手作業と機械の活用、どちらも思い通りの物が完成するやりがいを感じられる
「育児休業後は、木材加工機に入力するデータを調整する役割へキャリアチェンジし、テレワークで働く選択肢もありましたが、復職して複雑な曲面のカウンターテーブルを完成させた際に、手仕事の楽しさを再発見しました。今は家具製作を追求したいと思っています」と話す飯島さん。 自分でも納得のいく家具を作り感謝されるのは、何ものにも代えがたいやりがいになっているという。
一方、機械操作を担当する掛尾さんは、「木材加工機は手作業で得た知識や経験をもとに微修正を加えなければ思い通りの物は作れません。複雑な造形物が仕上がったときの充足感は格別です」と話す。
自身も木工職人である鈴木代表は、この仕事のやりがいを次のように語る。
「お客様から、『こういうものが作れないか』と相談されることが多いです。自分の知識や技術で要望に応えられたとき、この仕事をやっていて本当に良かったと感じます」

若手は皆で育てる。気兼ねなく先輩に質問し、自分の技術を磨く
同社は、チームや階層を分けることなく、フラットな体制で事業を運営してきた。しかし2024年から、会社の規模拡大と100年企業を目指すため、リーダーのポジションを作ることによる組織改革を進めている。現在は不定期でリーダー会議を行い、社を代表するような意識を持ってどう行動すべきかの研修を行っているという。
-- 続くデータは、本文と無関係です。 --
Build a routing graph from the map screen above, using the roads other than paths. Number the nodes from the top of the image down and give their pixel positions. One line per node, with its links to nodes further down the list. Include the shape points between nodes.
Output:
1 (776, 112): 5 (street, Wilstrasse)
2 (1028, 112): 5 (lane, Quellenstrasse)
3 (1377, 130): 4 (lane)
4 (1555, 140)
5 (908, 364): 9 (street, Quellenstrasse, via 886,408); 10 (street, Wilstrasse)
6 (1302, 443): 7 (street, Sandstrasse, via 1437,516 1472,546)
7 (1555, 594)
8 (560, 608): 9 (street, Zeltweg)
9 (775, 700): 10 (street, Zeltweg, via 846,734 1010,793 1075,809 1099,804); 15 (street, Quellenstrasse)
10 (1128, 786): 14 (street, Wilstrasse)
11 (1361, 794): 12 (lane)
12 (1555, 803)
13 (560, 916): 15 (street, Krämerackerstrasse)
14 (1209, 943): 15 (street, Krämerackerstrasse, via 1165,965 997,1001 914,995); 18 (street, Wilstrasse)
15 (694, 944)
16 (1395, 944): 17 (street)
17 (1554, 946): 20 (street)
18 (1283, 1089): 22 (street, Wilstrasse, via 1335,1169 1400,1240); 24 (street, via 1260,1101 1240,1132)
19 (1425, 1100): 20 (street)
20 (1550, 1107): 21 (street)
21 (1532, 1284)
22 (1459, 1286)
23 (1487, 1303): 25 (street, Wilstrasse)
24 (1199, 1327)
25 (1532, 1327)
「今は少人数なので、若手は皆で育てるという雰囲気になっています。今後も基本は変わらないものの、チームごとにさらに手厚く育てていく体制づくりをしていきます」(鈴木代表)
「昔の職人の世界では、先輩の背中を見て学べなどといわれてきましたが、当社では先輩に何でも気兼ねなく質問できますし教えてくれます。ただ、人によってやり方が異なるので、いろいろな考えを知り、自分流の家具の作り方を見つけることが大切だと思います」(飯島さん)

代表からのメッセージ
自分の思いを形にした製品が長く愛されることが木工の一番の魅力。日本の木工業には様々な可能性があり、若い方の活躍を期待しています。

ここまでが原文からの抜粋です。